Another day we came in sight of a large Indian camp. We passed by the camp in peace and camped about two miles from them. We had just made fires and were preparing our suppers when suddenly the camp was surrounded by about 200 Indians. Our captain called us all together and told us to give them anything they wanted for if they were hostile they would not have brought their wives and children with them. We gave them tea, coffee, flour; bread, potatoes, and they went away hopping and hollering and left us in peace.

After a great many days traveling we reached Salt Lake City on October 5, 1851. Saturday, October 6th, we all went and worked on a threshing machine and received our pay in wheat.

Sunday it was conference, and with happy hearts and contrite spirits we all attended church. On Sunday evening, William Muir, a resident of six or ten miles from Salt Lake hired me to a place four miles from Hot Springs called Sessions to work on a new house. I got all the doors and windows framed and the joists laid and ready for the (adobe) layers so they could come the next week and do their work.

My brother John came out with the team and told me that Brigham Young had called me and others on a mission to Iron County to work in the iron works and work for nothing except enough seed wheat to supply us. To make a long story short, we again went in one company and arrived at Coal Creek. We were the first settlers there for there was nothing, only water in the creek. We all camped near this creek. The next morning, my brother John and I started cutting cottonwoods to make a house for our father and mother. We were able to finish our one room log house on Christmas Day while all the others were thinking what they would do and how they would do it.

We suffered many hardships. We had to grind our wheat with a coffee mill for the nearest grist mill was in Provo. In the spring of the next year, 1852, our leader called upon John Easton, William Stone and myself to go up the canyon to look for a coal mine. The snow was very deep, especially in the canyon. My shoes were made out of rawhide with the hairy side in, and before we got to the mines my shoes were all to pieces. We had no matches and I tried to make a fire with my gun but failed. I then crawled under a big rock, got my dog near me, put my feet in its flanks and sat there all night.
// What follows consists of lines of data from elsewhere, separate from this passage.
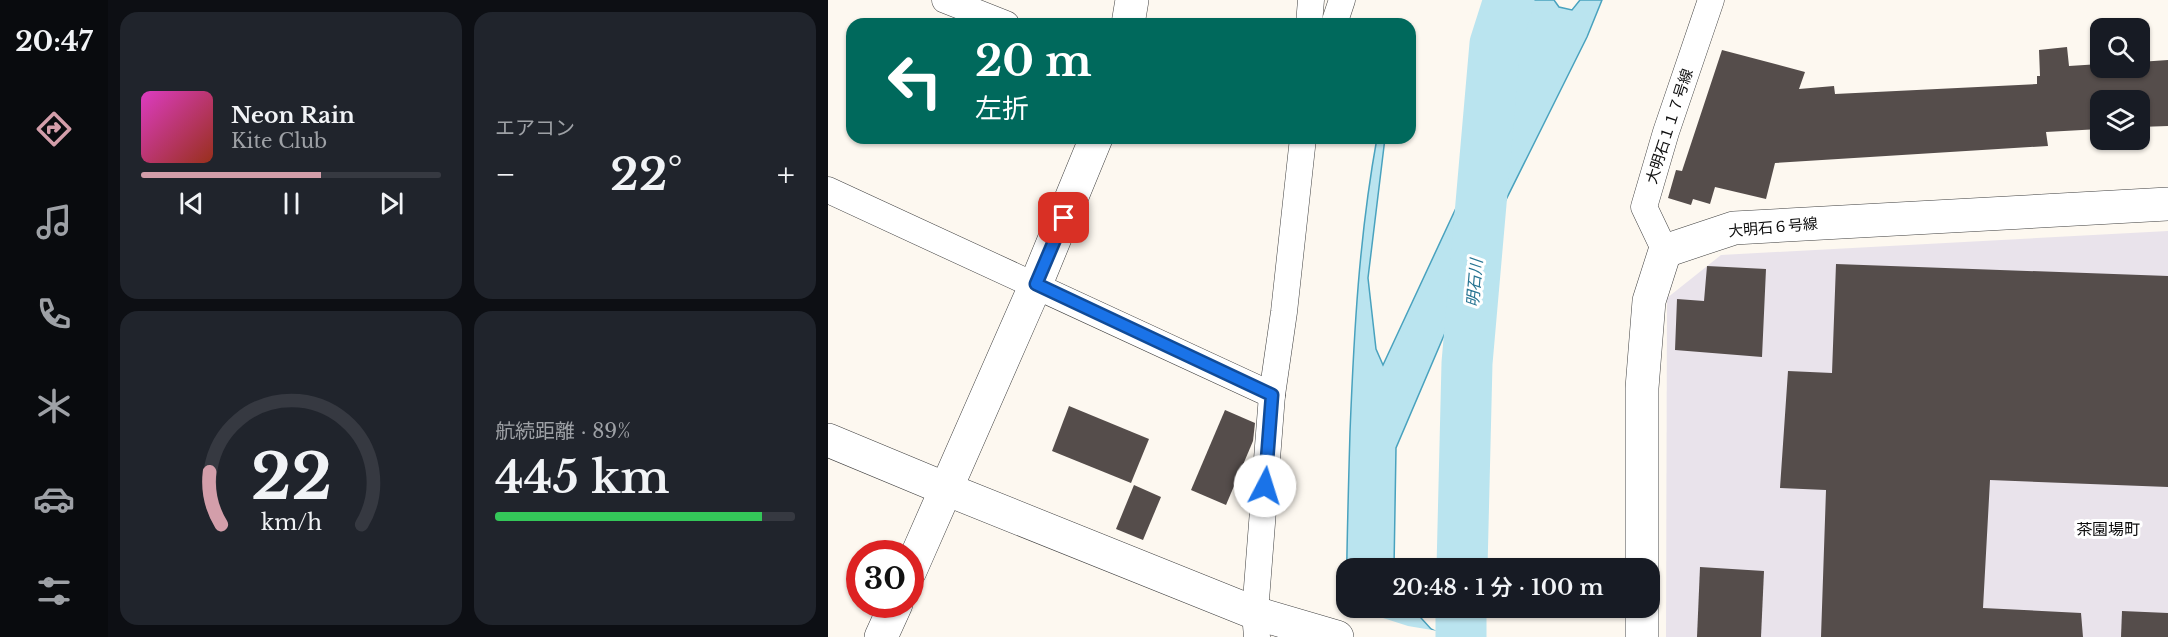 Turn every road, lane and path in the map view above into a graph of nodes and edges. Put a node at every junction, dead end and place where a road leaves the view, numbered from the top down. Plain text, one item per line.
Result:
1 (945, 0) edge
2 (1132, 0) edge
3 (1311, 0) edge
4 (1342, 0) edge
5 (1711, 0) edge
6 (991, 18) edge
7 (1129, 18) edge
8 (1310, 18) edge
9 (1336, 18) edge
10 (1094, 144) edge
11 (1302, 144) edge
12 (828, 190) edge
13 (2168, 204) edge
14 (1665, 251) junction
15 (1036, 284) junction
16 (1272, 395) junction
17 (828, 440) edge
18 (946, 489) junction
19 (924, 540) edge
20 (1642, 558) edge
21 (890, 618) edge
22 (1642, 618) edge
23 (1264, 624) edge
24 (881, 637) edge
25 (1337, 637) edge
26 (1642, 637) edge

1 - 6 street
2 - 7 street
3 - 8 street
4 - 9 street
5 - 14 street, 大明石１１７号線
10 - 15 street
11 - 16 street
12 - 15 street
13 - 14 street, 大明石６号線
14 - 20 street
15 - 16 street
15 - 18 street
16 - 23 street
17 - 18 street
18 - 19 street
18 - 23 street
21 - 24 street
22 - 26 street
23 - 25 street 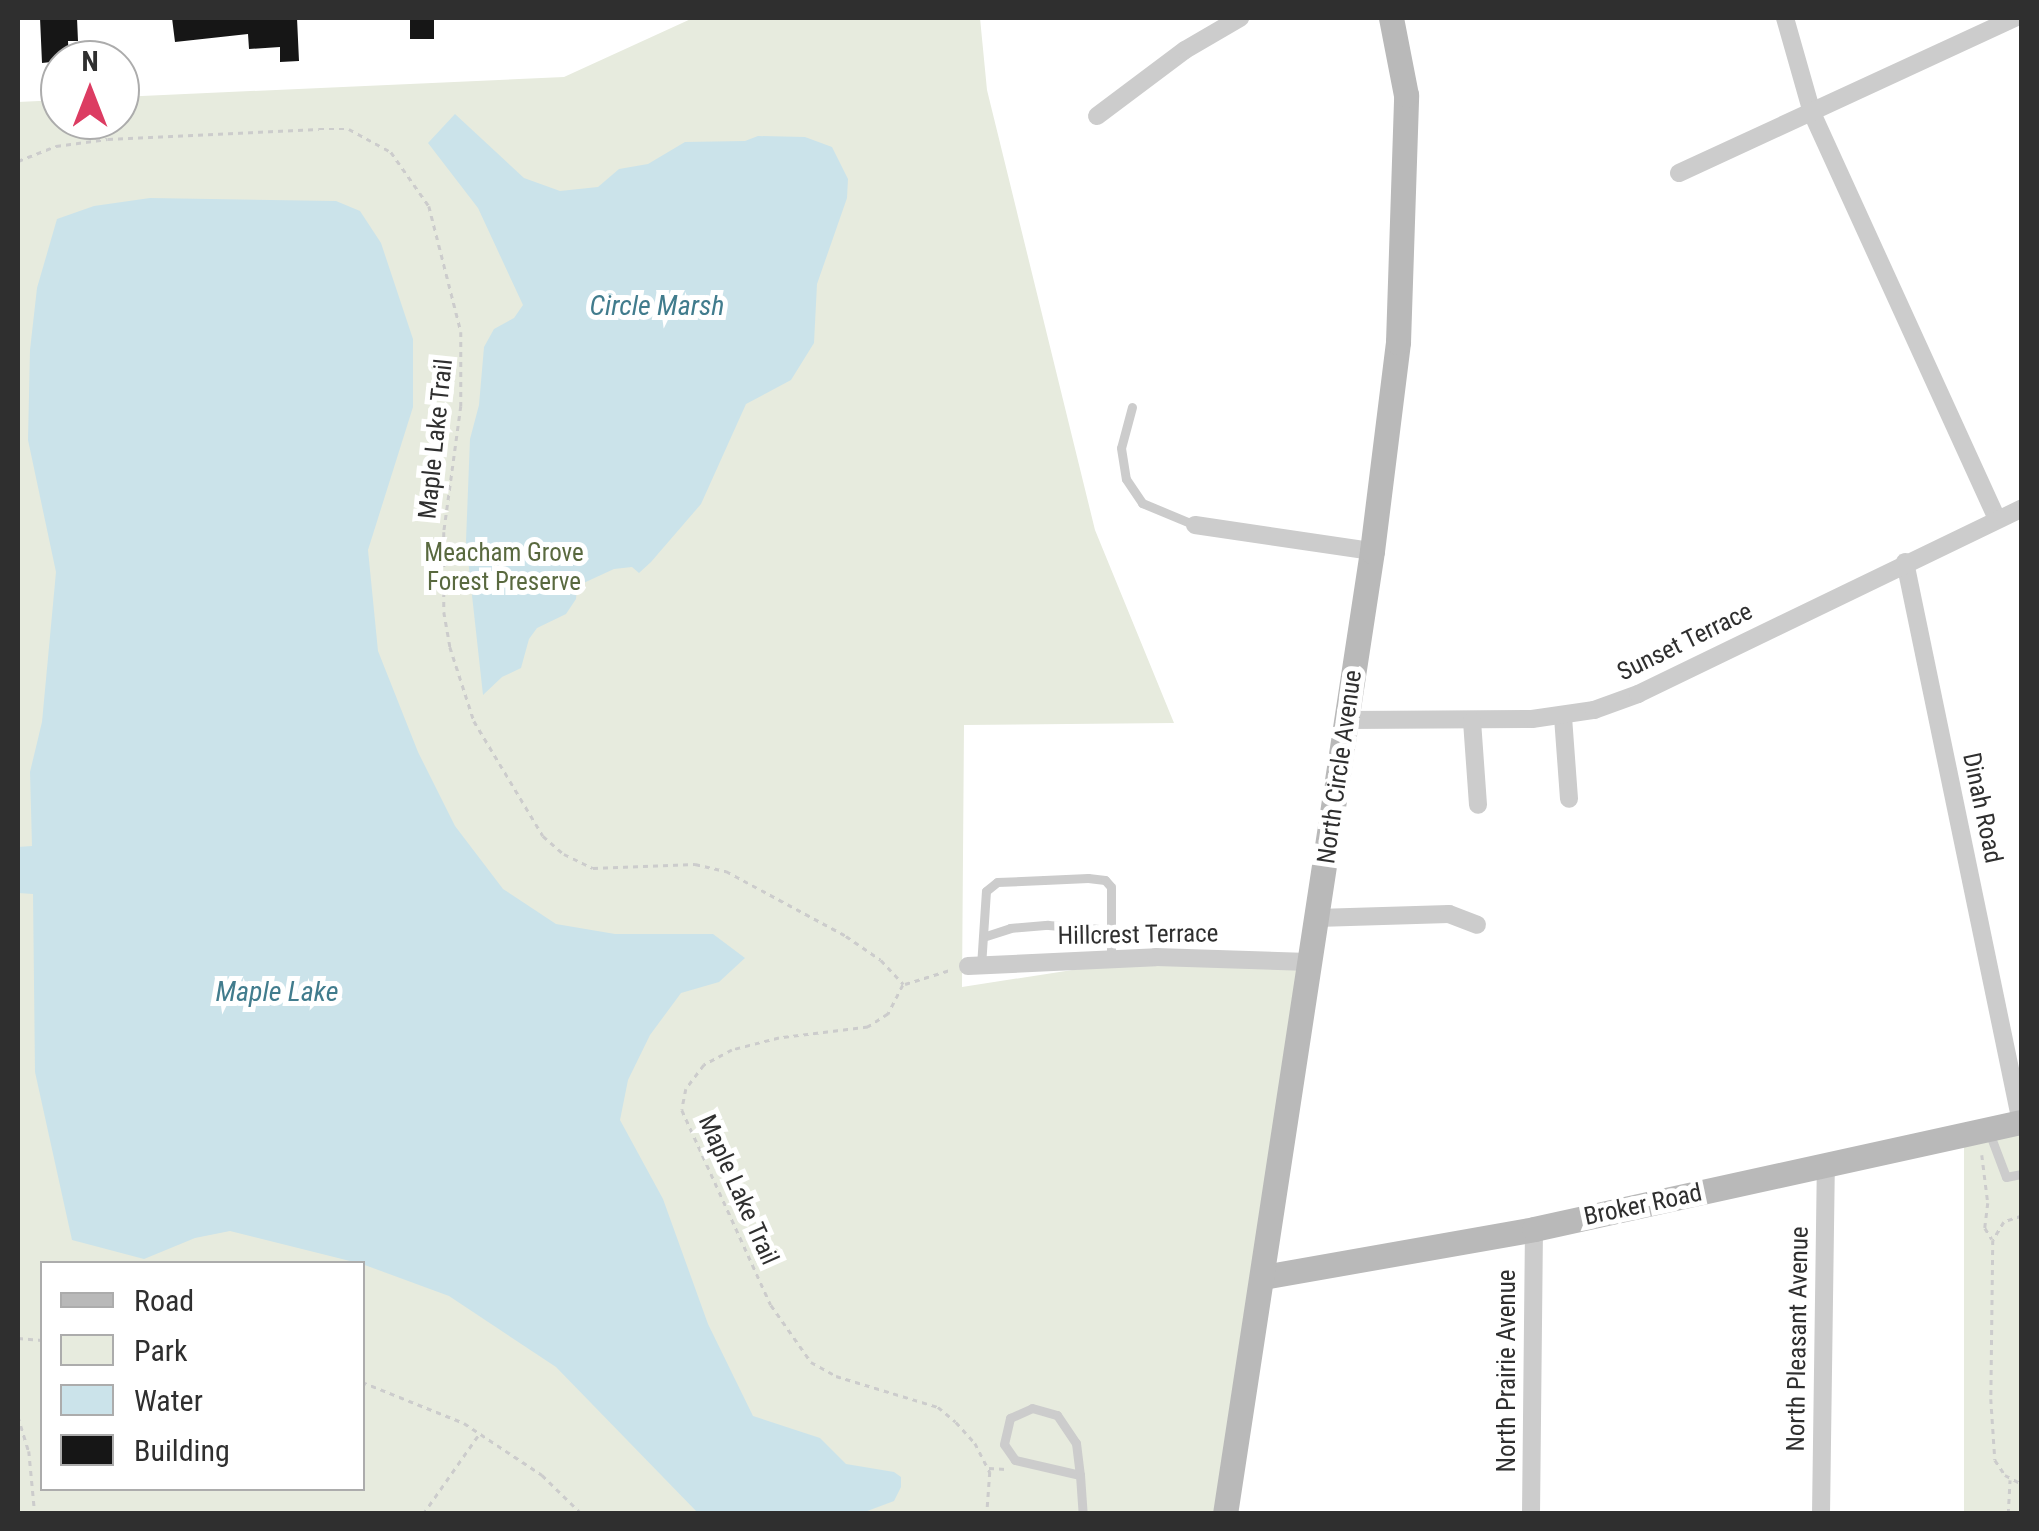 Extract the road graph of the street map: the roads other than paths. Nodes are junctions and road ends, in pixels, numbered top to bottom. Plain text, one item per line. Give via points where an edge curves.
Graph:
1 (1240, 18) edge
2 (1391, 18) edge
3 (1785, 18) edge
4 (2015, 18) edge
5 (1812, 114) junction
6 (1097, 116) dead end
7 (1680, 173) dead end
8 (1132, 407) dead end
9 (2022, 508) edge
10 (1996, 519) junction
11 (1195, 525) joint
12 (1372, 551) junction
13 (1905, 562) junction
14 (1563, 717) junction
15 (1346, 720) junction
16 (1472, 720) junction
17 (1568, 799) dead end
18 (1478, 805) dead end
19 (1317, 918) junction
20 (1477, 925) dead end
21 (1112, 930) junction
22 (983, 937) junction
23 (1111, 959) junction
24 (1309, 962) junction
25 (974, 966) joint
26 (2021, 1122) edge
27 (1985, 1142) junction
28 (1826, 1165) junction
29 (2022, 1174) edge
30 (1534, 1229) junction
31 (1263, 1277) junction
32 (1080, 1474) junction
33 (1082, 1514) edge
34 (1225, 1514) edge
35 (1531, 1514) edge
36 (1821, 1514) edge

1 - 6 street
2 - 12 street, North Circle Avenue via 1406,96 1398,342
3 - 5 street
4 - 5 street
5 - 7 street
5 - 10 street
8 - 11 lane via 1120,448 1126,479 1142,503
9 - 10 street, Sunset Terrace
10 - 13 street, Sunset Terrace
11 - 12 street
12 - 15 street, North Circle Avenue
13 - 14 street, Sunset Terrace via 1638,694
13 - 26 street, Dinah Road
14 - 16 street, Sunset Terrace
14 - 17 street
15 - 16 street, Sunset Terrace
15 - 19 street, North Circle Avenue
16 - 18 street
19 - 20 street via 1449,914
19 - 24 street, North Circle Avenue
21 - 22 lane via 1062,924
21 - 22 lane via 1105,880 997,882 986,891
21 - 23 lane
22 - 25 lane
23 - 24 street, Hillcrest Terrace
23 - 25 street, Hillcrest Terrace
24 - 31 street, North Circle Avenue
26 - 27 street, Broker Road
27 - 28 street, Broker Road
27 - 29 lane via 2006,1177
28 - 30 street, Broker Road
28 - 36 street, North Pleasant Avenue
30 - 31 street, Broker Road
30 - 35 street, North Prairie Avenue
31 - 34 street, North Circle Avenue
32 - 32 lane via 1076,1443 1058,1415 1032,1408 1010,1418 1004,1444 1015,1460
32 - 33 lane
In the morning I hollered out, “well, boys, how are you? Do you see that black spot up yonder? That is where we have to go, and what do you think about it?”

Mr. Sloan said, “I’m going home.”

I said, “Not I, I will see that place before I go home and be able to make a report. How is it with you, Easton?”

His reply was, “I am with you.”

I will say it did look bad with the water running everywhere and the rocks all covered with ice for one-half mile up the canyon. We were almost frozen to death, but we started on our travel that morning up the canyon. We agreed we would do our best. We somehow made our way up, secured coal and returned with a good report.

I was ordained an Elder of the Church under the hands of Calvin Smith and Lee in the spring of 1852.

We labored for several years trying to develop the possibilities of manufacturing iron for the benefit of the State of Utah. We tried hard to get the right system but the iron ore was too rich for the flux at our command.

My father died here in the spring of 1854. The following spring I married Mary Williamson on Friday at 4 PM on March 23, 1855 at Cedar City, Iron County, Utah. I just about missed my wedding because on the way to be married I stopped to do some jumping (a favorite sport of mine), and the time slipped by. Mary said that she would wait five more minutes and if I didn’t show up then she would still have her wedding. She would marry her old boyfriend that she went with before she met me. I finally arrived, a little late, but in time to marry Mary. I received my endowments in the Endowment House the same day Mary and I were sealed for time and eternity. This took place 17 November, 1862.

I worked on the iron works for nothing and built a sawmill so people could get lumber to build their homes. Brigham Young came and visited us at the iron works May 31, 1855, and was well pleased with our work.

I left Iron County in the spring of 1859 and made a home in Wellsville, Cache County, Utah.

(As far as has been written was given by David Kerr Stoddard himself two weeks prior to his death 28 August 1913 at the age of 83 years.)